Village in Chernivtsi Oblast, Ukraine

Chornivka (Чорнівка; Cernăuca; Czernowka) is a village in Chernivtsi Raion, Chernivtsi Oblast (province) of western Ukraine. It belongs to Chernivtsi urban hromada, one of the hromadas of Ukraine. It is located in the historic region of Bukovina (Буковина), approximately 22 km from the oblast capital, Chernivtsi.

The current estimated population is 2,340 (as of 2005).

As of 2005, the mayor was Gheorghe Bota.

==History==
Chornivka is home to the ancestral estate of the Hurmuzachi brothers, a well-known family of Romanian aristocrats, lawyers and historians from the 19th century. The mansion was transformed into a museum in October 1999.
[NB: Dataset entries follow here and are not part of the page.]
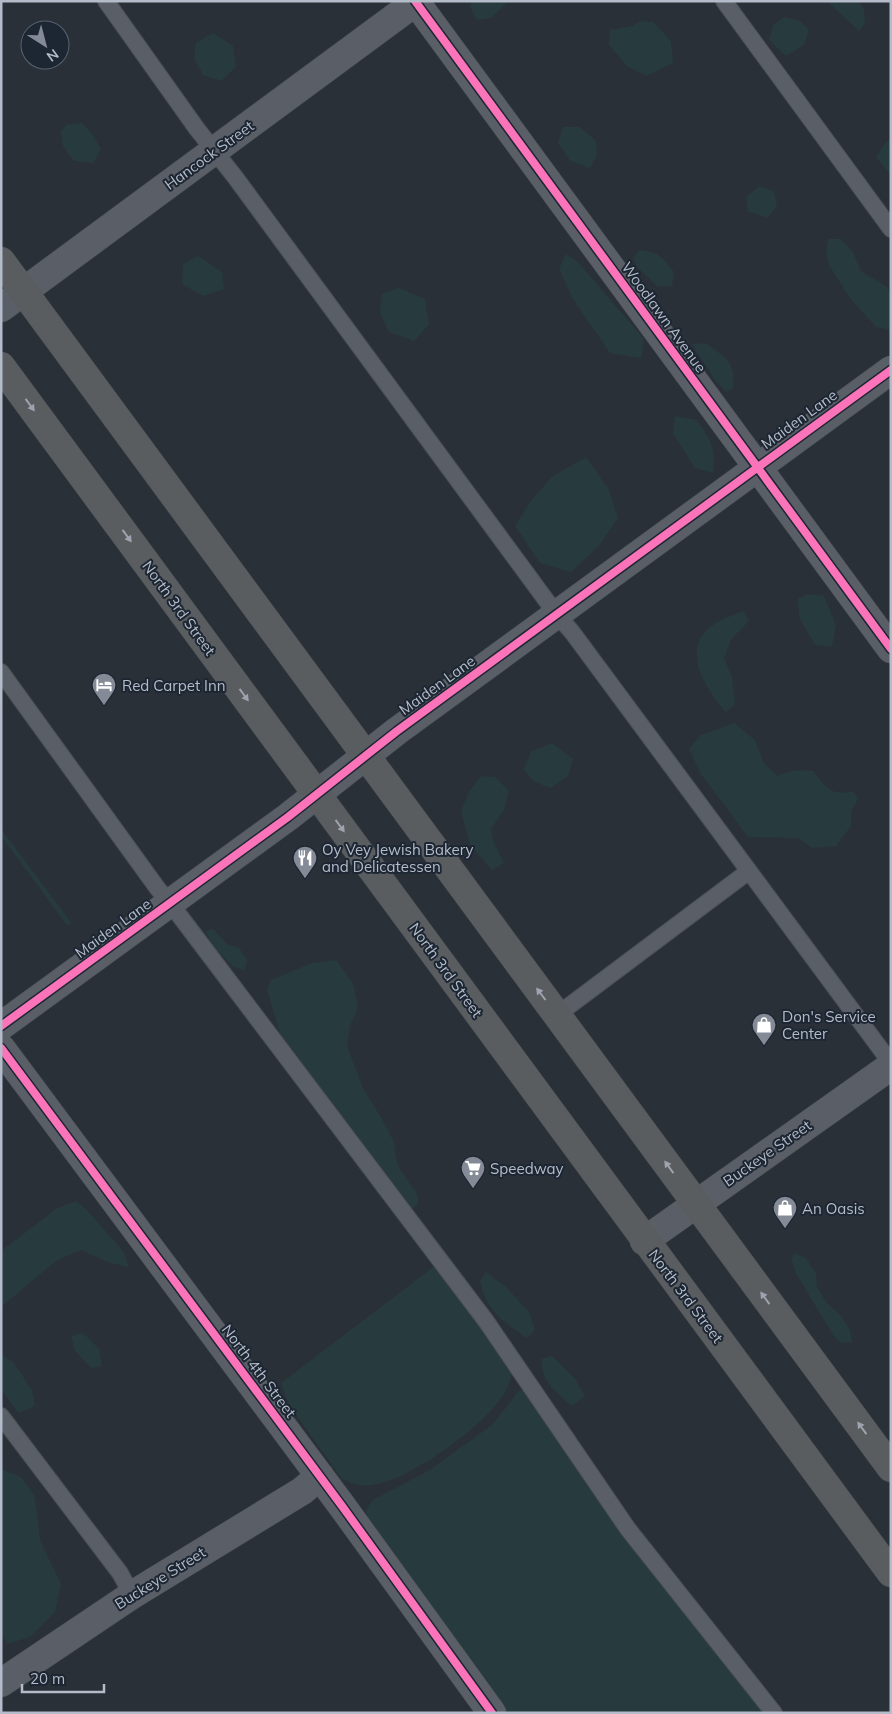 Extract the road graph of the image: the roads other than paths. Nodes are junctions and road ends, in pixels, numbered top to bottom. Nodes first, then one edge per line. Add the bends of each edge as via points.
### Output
1 (106, 1) edge
2 (724, 1) edge
3 (416, 2) edge
4 (214, 151) junction
5 (891, 228) edge
6 (1, 261) edge
7 (24, 292) junction
8 (1, 308) edge
9 (1, 366) edge
10 (891, 370) edge
11 (757, 467) junction
12 (557, 615) junction
13 (891, 649) edge
14 (1, 672) edge
15 (365, 756) junction
16 (317, 794) junction
17 (749, 871) junction
18 (170, 903) junction
19 (557, 1015) junction
20 (1, 1026) edge
21 (1, 1048) edge
22 (891, 1064) edge
23 (696, 1204) junction
24 (644, 1240) junction
25 (1, 1416) edge
26 (891, 1468) edge
27 (320, 1476) junction
28 (891, 1573) edge
29 (132, 1595) junction
30 (1, 1683) edge
31 (492, 1713) edge
32 (774, 1713) edge

1 - 4 lane
2 - 5 lane
3 - 4 street, Hancock Street
3 - 11 street, Woodlawn Avenue
4 - 7 street, Hancock Street
4 - 12 lane
6 - 7 highway
7 - 8 street, Hancock Street
7 - 15 highway
9 -> 16 highway, North 3rd Street
10 - 11 street, Maiden Lane
11 - 12 street, Maiden Lane
11 - 13 street, Woodlawn Avenue
12 - 15 street, Maiden Lane
12 - 17 lane
14 - 18 lane
15 - 16 street, Maiden Lane
19 -> 15 highway
16 - 18 street, Maiden Lane
16 -> 24 highway, North 3rd Street
17 - 19 lane
17 - 22 lane
18 - 20 street, Maiden Lane
18 - 32 lane via 486,1321 628,1529
23 -> 19 highway
21 - 27 street, North 4th Street
22 - 23 street, Buckeye Street
23 - 24 street, Buckeye Street
26 -> 23 highway
24 - 28 highway, North 3rd Street
25 - 29 lane via 120,1573
27 - 29 street, Buckeye Street via 302,1491
27 - 31 street, North 4th Street
29 - 30 street, Buckeye Street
In the 17th century, the estate had been in the possession of the family of Ion Neculce, a Moldavian chronicler. It had come into the family's possession by marriage, as a wedding gift to Neculce's mother. It was then passed on to one of Neculce's sisters.

The oldest church, built by the Hurmuzachi family, dates back to 1852.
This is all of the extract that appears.